◆ **Exercise description**: Please return every record exactly as written, leaving out the pictures.

◆ **Records shown**:
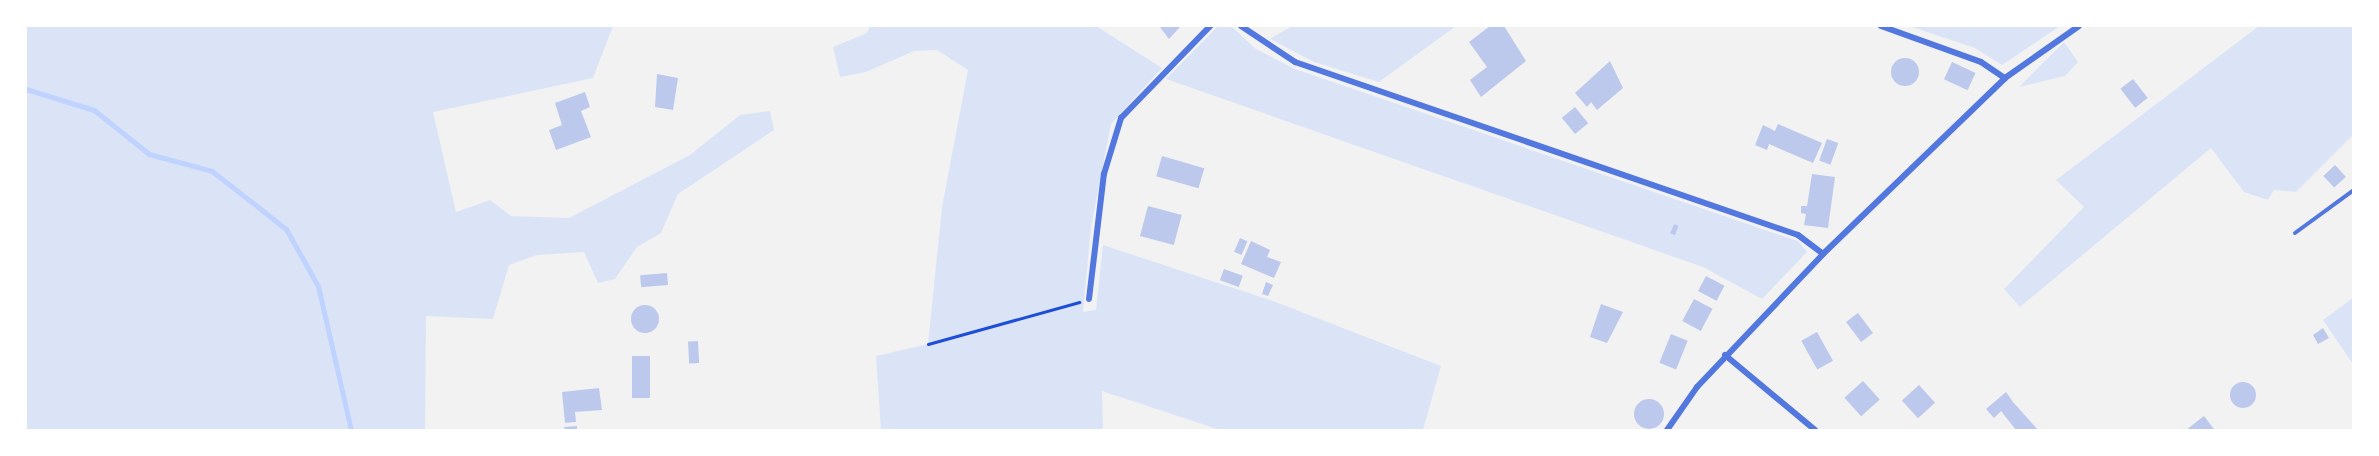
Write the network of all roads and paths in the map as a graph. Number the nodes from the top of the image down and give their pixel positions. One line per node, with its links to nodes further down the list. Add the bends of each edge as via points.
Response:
1 (1210, 26): 9 (street, via 1121,118 1104,174)
2 (1241, 26): 8 (street, via 1295,62 1798,235)
3 (1881, 26): 5 (street, via 1982,62)
4 (2079, 26): 5 (street)
5 (2005, 78): 8 (street)
6 (2354, 190): 7 (lane)
7 (2295, 233)
8 (1823, 254): 11 (street)
9 (1089, 299): 10 (path)
10 (928, 344)
11 (1725, 355): 12 (street); 13 (street)
12 (1666, 430)
13 (1815, 430)

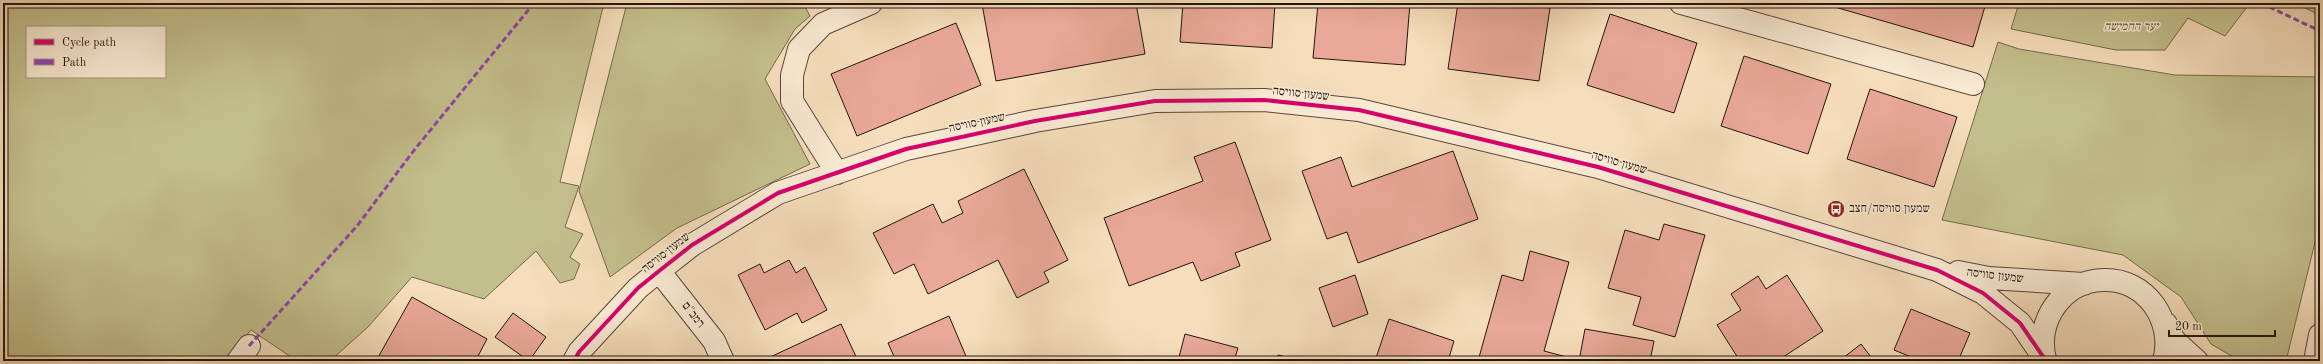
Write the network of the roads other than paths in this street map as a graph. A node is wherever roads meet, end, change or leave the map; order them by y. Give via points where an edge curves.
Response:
1 (871, 3) edge
2 (1681, 3) edge
3 (1973, 84) dead end
4 (837, 173) junction
5 (1908, 261) junction
6 (659, 271) junction
7 (2084, 284) junction
8 (2163, 319) junction
9 (2320, 335) edge
10 (2044, 359) edge
11 (574, 361) edge
12 (723, 361) edge
13 (2164, 361) edge
14 (2197, 361) edge
15 (2315, 361) edge

1 - 4 street via 823,24 799,49 792,75 792,101
2 - 3 street
4 - 5 street, שמעון סוויסה via 906,149 1035,121 1155,101 1264,100 1359,110 1590,165
4 - 6 street, שמעון סוויסה via 778,193 692,245
5 - 7 street, שמעון סוויסה via 1989,278
5 - 10 street, שמעון סוויסה via 1937,270 1983,293 2020,323
6 - 11 street, שמעון סוויסה via 638,288 579,352
6 - 12 street, רמב"ם via 714,342
7 - 8 street via 2102,280 2121,282 2144,294
7 - 10 street via 2067,292 2054,305 2045,322 2042,340
8 - 13 street via 2167,335
8 - 14 street via 2174,340
9 - 15 street

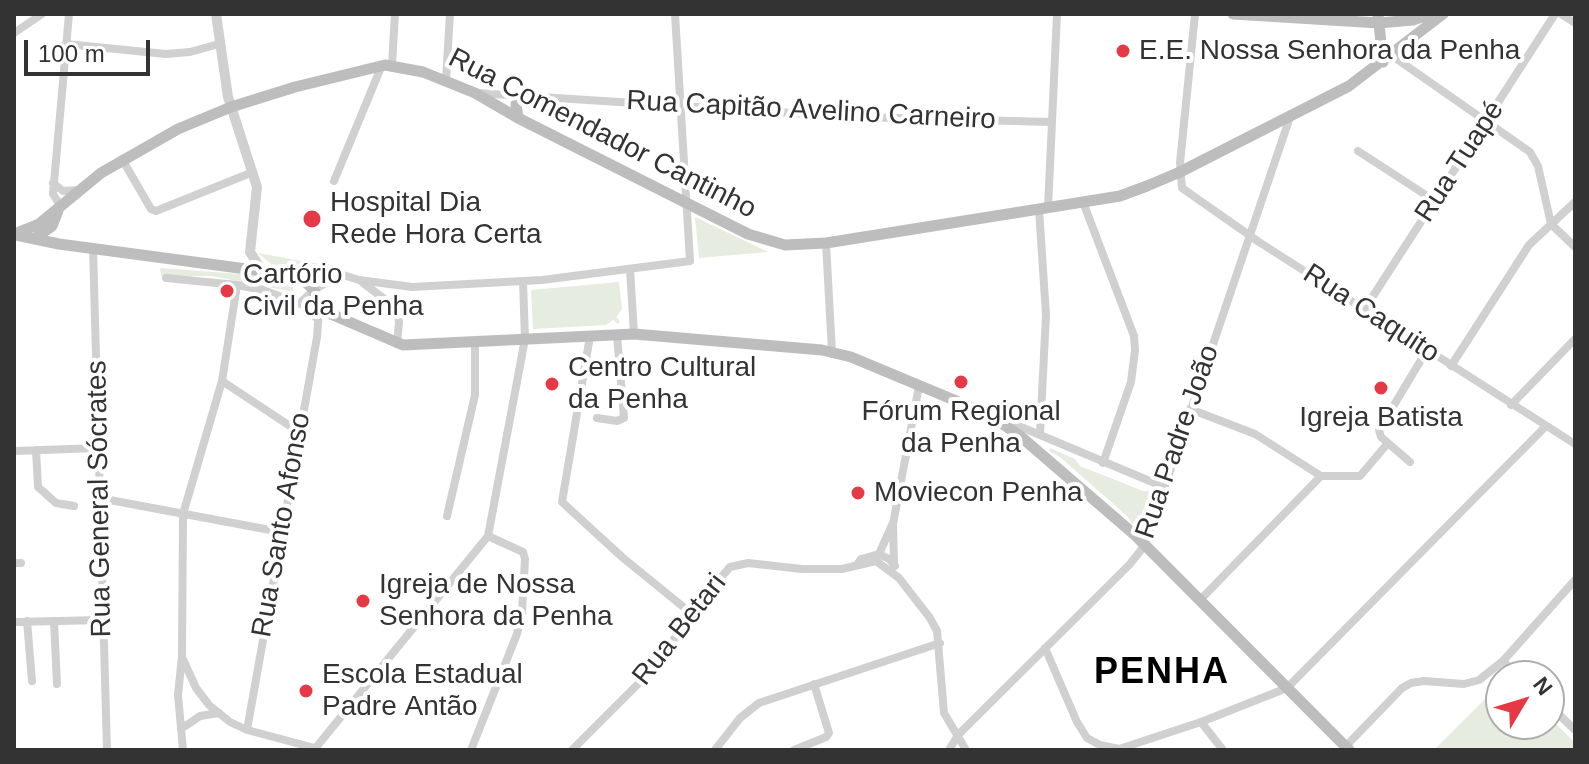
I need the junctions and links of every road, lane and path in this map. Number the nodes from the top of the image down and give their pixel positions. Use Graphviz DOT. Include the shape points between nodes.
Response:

◆ **Expected output**:
Write the network of all roads and paths in the map as a graph. Number the nodes from the top of the image down and give their pixel positions. One line per node, with its links to nodes further down the list. Add the bends of each edge as via points.
Response:
1 (1210, 26): 9 (street, via 1121,118 1104,174)
2 (1241, 26): 8 (street, via 1295,62 1798,235)
3 (1881, 26): 5 (street, via 1982,62)
4 (2079, 26): 5 (street)
5 (2005, 78): 8 (street)
6 (2354, 190): 7 (lane)
7 (2295, 233)
8 (1823, 254): 11 (street)
9 (1089, 299): 10 (path)
10 (928, 344)
11 (1725, 355): 12 (street); 13 (street)
12 (1666, 430)
13 (1815, 430)

Write the network of the roads other than paths in this street map as a graph. A node is wherever roads meet, end, change or leave the map; order them by y. Give via points where an edge curves.
Response:
1 (871, 3) edge
2 (1681, 3) edge
3 (1973, 84) dead end
4 (837, 173) junction
5 (1908, 261) junction
6 (659, 271) junction
7 (2084, 284) junction
8 (2163, 319) junction
9 (2320, 335) edge
10 (2044, 359) edge
11 (574, 361) edge
12 (723, 361) edge
13 (2164, 361) edge
14 (2197, 361) edge
15 (2315, 361) edge

1 - 4 street via 823,24 799,49 792,75 792,101
2 - 3 street
4 - 5 street, שמעון סוויסה via 906,149 1035,121 1155,101 1264,100 1359,110 1590,165
4 - 6 street, שמעון סוויסה via 778,193 692,245
5 - 7 street, שמעון סוויסה via 1989,278
5 - 10 street, שמעון סוויסה via 1937,270 1983,293 2020,323
6 - 11 street, שמעון סוויסה via 638,288 579,352
6 - 12 street, רמב"ם via 714,342
7 - 8 street via 2102,280 2121,282 2144,294
7 - 10 street via 2067,292 2054,305 2045,322 2042,340
8 - 13 street via 2167,335
8 - 14 street via 2174,340
9 - 15 street

I need the junctions and links of every road, lane and path in this map. Number the nodes from the top of the image down and give their pixel positions. Use Graphviz DOT. Include the shape points between nodes.
Response:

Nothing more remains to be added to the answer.